*** THE DATA ***

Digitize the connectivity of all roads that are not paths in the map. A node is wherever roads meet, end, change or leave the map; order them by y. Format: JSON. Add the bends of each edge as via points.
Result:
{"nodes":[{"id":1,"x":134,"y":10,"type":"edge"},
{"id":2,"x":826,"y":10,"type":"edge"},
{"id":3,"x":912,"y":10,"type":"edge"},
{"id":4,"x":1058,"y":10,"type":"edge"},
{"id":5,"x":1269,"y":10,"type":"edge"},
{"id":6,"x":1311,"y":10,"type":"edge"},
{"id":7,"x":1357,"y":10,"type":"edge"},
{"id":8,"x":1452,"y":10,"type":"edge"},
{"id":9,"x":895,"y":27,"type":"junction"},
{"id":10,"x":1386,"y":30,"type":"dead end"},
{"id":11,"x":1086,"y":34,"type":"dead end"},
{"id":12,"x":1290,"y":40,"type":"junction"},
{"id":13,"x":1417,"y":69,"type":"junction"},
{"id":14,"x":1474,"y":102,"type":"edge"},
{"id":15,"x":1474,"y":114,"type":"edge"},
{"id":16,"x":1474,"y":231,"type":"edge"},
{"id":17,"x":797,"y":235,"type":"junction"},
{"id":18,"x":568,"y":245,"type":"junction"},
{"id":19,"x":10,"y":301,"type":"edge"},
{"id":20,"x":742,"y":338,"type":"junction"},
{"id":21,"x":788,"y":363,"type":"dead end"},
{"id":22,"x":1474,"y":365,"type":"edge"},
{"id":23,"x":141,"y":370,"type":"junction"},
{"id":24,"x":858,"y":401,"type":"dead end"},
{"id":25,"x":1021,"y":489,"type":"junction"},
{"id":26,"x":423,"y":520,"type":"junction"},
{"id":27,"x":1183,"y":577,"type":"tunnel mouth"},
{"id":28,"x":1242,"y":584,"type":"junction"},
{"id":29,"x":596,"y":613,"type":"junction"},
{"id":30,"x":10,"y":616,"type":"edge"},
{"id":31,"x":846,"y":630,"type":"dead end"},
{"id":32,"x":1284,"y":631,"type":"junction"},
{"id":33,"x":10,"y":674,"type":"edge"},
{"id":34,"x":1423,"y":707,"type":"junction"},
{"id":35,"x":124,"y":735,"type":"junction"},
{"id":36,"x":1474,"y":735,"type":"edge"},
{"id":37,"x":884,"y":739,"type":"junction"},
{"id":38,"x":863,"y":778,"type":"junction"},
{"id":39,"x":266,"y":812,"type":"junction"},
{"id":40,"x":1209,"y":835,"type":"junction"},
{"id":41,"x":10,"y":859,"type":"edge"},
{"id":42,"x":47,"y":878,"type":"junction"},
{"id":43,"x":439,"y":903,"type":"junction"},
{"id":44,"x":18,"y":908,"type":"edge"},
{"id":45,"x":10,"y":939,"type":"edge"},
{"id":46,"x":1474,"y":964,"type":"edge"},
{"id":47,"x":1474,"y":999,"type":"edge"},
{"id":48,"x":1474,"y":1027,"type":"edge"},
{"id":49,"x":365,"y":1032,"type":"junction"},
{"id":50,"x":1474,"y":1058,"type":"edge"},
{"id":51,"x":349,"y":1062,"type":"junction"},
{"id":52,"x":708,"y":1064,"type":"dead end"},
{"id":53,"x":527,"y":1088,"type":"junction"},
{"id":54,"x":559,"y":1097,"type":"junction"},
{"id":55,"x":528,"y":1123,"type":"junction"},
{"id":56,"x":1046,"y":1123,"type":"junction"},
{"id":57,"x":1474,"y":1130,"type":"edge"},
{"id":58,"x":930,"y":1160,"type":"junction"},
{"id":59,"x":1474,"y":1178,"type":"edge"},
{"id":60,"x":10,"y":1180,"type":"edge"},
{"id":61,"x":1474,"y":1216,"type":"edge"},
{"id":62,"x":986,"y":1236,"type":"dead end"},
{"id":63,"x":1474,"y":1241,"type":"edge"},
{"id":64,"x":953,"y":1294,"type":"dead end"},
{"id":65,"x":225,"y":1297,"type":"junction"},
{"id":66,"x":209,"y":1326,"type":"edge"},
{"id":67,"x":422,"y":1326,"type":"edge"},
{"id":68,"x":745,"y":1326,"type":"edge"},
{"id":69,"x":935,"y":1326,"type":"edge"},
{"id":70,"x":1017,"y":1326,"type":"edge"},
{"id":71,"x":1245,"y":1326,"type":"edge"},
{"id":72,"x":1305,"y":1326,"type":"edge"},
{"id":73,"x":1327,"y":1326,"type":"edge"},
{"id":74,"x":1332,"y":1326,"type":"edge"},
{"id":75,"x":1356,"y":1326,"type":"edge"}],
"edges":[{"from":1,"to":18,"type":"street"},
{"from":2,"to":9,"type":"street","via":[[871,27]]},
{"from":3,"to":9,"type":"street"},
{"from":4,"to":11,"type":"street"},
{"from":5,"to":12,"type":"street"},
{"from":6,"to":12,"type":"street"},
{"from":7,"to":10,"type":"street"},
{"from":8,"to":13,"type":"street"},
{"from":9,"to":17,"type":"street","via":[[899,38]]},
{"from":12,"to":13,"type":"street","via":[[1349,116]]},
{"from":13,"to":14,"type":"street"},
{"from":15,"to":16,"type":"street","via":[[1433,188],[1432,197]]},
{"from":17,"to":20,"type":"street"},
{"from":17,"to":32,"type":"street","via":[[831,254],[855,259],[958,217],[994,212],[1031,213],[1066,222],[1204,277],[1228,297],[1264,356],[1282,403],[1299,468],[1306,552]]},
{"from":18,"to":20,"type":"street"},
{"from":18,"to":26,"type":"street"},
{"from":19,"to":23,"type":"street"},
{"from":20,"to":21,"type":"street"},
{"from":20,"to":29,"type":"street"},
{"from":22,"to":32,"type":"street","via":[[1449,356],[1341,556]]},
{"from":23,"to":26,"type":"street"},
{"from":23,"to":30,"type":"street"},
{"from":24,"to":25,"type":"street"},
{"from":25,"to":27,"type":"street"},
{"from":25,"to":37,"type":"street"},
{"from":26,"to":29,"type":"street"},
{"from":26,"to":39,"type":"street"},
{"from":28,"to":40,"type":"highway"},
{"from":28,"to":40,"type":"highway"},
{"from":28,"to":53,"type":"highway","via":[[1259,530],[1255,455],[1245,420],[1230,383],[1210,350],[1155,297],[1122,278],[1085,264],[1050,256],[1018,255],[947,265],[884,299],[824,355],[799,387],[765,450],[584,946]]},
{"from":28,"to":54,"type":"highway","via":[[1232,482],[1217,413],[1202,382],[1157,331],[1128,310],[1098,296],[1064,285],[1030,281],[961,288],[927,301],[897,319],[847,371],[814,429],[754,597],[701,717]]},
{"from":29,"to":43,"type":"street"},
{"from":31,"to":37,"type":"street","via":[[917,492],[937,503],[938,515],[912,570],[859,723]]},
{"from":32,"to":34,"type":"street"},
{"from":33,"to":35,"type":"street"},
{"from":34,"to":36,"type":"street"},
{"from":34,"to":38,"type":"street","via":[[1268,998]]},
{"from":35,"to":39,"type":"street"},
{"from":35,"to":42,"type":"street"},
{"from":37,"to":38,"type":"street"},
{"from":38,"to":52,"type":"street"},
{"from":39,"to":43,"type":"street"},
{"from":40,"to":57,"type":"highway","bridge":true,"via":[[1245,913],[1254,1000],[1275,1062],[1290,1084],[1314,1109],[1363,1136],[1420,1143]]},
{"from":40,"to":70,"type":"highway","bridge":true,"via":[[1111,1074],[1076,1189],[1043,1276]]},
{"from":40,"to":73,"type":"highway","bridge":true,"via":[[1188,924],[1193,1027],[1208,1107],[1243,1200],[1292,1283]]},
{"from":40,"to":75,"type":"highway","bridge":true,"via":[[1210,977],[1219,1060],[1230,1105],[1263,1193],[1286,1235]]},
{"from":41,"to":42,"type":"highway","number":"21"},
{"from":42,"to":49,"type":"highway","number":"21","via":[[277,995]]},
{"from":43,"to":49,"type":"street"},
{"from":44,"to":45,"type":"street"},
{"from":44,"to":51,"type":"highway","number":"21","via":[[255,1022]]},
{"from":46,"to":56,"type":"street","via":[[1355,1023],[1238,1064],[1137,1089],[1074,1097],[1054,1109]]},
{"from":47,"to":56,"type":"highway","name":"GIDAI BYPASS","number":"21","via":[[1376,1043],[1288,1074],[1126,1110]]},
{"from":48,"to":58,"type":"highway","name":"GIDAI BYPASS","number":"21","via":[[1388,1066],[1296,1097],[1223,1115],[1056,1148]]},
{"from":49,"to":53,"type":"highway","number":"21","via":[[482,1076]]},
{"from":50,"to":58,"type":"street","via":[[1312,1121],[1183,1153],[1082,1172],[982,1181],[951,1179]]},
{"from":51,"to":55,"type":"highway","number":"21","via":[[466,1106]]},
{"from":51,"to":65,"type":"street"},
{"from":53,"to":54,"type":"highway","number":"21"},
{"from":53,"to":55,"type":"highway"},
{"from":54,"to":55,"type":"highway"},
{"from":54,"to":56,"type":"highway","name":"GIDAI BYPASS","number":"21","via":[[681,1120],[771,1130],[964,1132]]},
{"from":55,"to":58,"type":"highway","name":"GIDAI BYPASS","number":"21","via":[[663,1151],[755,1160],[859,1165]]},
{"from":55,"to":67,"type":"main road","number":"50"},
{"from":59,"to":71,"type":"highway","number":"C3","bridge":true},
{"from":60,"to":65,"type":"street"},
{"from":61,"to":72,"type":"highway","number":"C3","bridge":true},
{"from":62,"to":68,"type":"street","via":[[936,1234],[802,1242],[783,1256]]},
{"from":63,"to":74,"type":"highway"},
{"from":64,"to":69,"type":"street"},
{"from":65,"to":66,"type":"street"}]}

*** End of THE DATA ***

_REQUIRED ACTION_:
Wherever "GIDAI" appears in the listing, report the line it is on.

_WRITTEN ANSWER_:
{"from":47,"to":56,"type":"highway","name":"GIDAI BYPASS","number":"21","via":[[1376,1043],[1288,1074],[1126,1110]]},
{"from":48,"to":58,"type":"highway","name":"GIDAI BYPASS","number":"21","via":[[1388,1066],[1296,1097],[1223,1115],[1056,1148]]},
{"from":54,"to":56,"type":"highway","name":"GIDAI BYPASS","number":"21","via":[[681,1120],[771,1130],[964,1132]]},
{"from":55,"to":58,"type":"highway","name":"GIDAI BYPASS","number":"21","via":[[663,1151],[755,1160],[859,1165]]},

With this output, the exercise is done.